* **Records to use**

──────────────────────────────

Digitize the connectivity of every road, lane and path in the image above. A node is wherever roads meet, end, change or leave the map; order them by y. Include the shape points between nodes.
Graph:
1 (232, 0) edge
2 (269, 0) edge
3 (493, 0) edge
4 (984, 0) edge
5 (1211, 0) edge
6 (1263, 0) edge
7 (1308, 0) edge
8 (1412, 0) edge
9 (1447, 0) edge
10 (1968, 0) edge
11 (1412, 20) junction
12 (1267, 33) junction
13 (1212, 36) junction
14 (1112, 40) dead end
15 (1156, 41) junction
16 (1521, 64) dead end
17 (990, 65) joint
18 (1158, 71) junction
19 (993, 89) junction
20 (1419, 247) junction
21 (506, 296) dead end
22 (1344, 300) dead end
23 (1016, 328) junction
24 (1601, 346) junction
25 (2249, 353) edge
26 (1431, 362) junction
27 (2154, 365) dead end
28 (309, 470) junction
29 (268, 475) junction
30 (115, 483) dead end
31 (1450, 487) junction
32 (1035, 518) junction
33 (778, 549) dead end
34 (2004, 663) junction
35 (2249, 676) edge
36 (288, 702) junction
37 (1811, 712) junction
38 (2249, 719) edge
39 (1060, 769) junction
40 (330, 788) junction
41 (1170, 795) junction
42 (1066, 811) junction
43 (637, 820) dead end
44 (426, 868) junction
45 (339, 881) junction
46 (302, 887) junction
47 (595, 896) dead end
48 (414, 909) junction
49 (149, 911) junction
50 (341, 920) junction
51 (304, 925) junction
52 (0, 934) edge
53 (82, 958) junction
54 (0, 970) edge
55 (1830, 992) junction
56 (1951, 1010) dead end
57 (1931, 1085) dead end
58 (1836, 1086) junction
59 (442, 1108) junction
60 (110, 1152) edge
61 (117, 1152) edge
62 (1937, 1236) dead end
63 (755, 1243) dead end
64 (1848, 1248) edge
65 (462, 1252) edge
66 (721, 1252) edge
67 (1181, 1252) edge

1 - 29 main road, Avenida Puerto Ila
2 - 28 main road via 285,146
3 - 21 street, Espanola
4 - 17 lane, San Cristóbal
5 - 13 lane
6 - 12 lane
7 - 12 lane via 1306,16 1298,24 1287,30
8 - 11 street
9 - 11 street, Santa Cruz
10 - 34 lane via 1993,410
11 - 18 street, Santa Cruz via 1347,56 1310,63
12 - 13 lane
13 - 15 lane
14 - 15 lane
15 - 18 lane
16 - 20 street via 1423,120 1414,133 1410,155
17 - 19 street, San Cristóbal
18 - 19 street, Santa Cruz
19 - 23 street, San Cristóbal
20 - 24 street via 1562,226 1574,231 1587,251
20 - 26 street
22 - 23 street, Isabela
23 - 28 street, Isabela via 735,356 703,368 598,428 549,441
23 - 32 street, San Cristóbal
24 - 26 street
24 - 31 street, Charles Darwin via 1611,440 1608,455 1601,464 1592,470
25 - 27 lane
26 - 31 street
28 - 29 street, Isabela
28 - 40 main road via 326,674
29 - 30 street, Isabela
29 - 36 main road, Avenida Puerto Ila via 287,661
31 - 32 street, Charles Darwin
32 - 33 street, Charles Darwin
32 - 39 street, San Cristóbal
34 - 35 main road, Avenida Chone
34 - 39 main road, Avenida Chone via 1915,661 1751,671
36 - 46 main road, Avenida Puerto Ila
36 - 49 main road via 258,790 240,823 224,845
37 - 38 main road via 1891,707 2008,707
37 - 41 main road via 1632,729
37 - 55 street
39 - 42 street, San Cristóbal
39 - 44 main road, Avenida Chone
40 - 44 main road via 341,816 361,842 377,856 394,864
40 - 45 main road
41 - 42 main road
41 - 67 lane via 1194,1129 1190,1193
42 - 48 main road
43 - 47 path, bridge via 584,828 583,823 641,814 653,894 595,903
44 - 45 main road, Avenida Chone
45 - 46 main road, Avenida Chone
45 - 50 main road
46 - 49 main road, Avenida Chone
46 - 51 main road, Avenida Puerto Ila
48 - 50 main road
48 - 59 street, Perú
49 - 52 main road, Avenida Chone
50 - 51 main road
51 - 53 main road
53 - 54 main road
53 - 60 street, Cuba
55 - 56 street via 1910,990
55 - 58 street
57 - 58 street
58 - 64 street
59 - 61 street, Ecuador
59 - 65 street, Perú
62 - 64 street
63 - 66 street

──────────────────────────────

* **What to work on**
Report each line above containing the string "path".

* **Output for this exercise**
Digitize the connectivity of every road, lane and path in the image above. A node is wherever roads meet, end, change or leave the map; order them by y. Include the shape points between nodes.
43 - 47 path, bridge via 584,828 583,823 641,814 653,894 595,903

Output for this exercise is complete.